Coast of West Africa, 1996

When Shell found the barque offshore
(unsure they'd found anything
worth sending their own people for, yet
wary of trusting anyone here
among the fragmenting government, warring
gangs, tribes, the Church,)
they called on the Jesuit school -- order's refuge --
and the school sent a boy running
with a letter to me.
I made my first dive for them
on the first day of autumn, with borrowed tanks,
a waterproof pad on which to sketch diagrams,
and a plastic camera.
Fourteen miles out
thirty meters down I found what the Oil Men sought
shouldering her way out of a rift --
a flat-bottomed junk of heartwood timber
broken open. Spilling, still.
Porcelain cups and bowls -- unboxed by rot
and pocked with crustaceans yet translucent as teeth,
glowing as I brushed at clumps of algae.
Suddenly that week Wife
began waking early, frying
big breakfasts. All my education
finally brought her some good!

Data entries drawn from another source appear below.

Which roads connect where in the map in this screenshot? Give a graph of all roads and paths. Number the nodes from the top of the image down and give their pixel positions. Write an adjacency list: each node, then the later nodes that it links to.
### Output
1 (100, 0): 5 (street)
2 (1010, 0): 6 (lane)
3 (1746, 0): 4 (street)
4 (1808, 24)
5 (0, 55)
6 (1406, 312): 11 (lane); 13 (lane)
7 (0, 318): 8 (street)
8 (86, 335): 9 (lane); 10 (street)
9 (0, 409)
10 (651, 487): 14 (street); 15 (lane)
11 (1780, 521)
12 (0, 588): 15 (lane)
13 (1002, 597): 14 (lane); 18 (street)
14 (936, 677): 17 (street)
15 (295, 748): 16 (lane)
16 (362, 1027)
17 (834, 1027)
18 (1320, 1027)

No longer married to the bookish idiot
she donned a different self, talked about the pay money
as she flattened dough in her palms,
laid patties down in grease as she invested in me market gossip
and funny things that happened yesterday.
But our brief Eden ended.
The very next Monday morning
I carried the tanks, brought a lunch tied in a plastic bag
around my waist, but the catwalk was chained.
A blonde intern paid me on the dock
and sent me home.
University men had arrived from England, it seemed, began
making the dives as I,
unable to stop myself,
slunk every noon down to the water,
joined my chattering neighbors in front of the fence
to watch.
The English told us Stand back, don't get so close
We could fall in, delay the operation
with a call for rescue -- natives can't swim
they've been told, it's for our own good
so Stand Back.
The neighbors complained, but I worried:
What did these English see
with their inner eyes?
Could they see the bonfires
on these narrow beaches, treasure-laden embassies
to a red-walled city?
Chinese approached this coast a thousand years ago,
entreated a King
to trade with their square-sailed ships

of no keel and no pitch, joined only by rope
and water the wood took on
that swelled the seams tight
so that each vessel took within itself
and sailed for a time
upon the agent of its own destruction.
Even now when I go home to lie down
I cannot sleep
without sinking again
meter upon meter unto
the sandy floor, to pull at algae
with my hands, sketch
on a stranger's rubberized pad
the primitive dimensions
of my wreckage.

Dana's Boy

She named him Wilder, not for a war hero,
grandfather, but for a movie, after a director,
to lay for the boy a straight road west
out of the tight Yankee Saltbox of their inherited name.
Every word has a topography though, and she
couldn't hear it -- that high fence "Wile,"
the gully "Dur," both stretched across internal
marshes, dividing sky and land with sanded
washes, barbed wire and rotted wood
unseen in her imagination or from the air.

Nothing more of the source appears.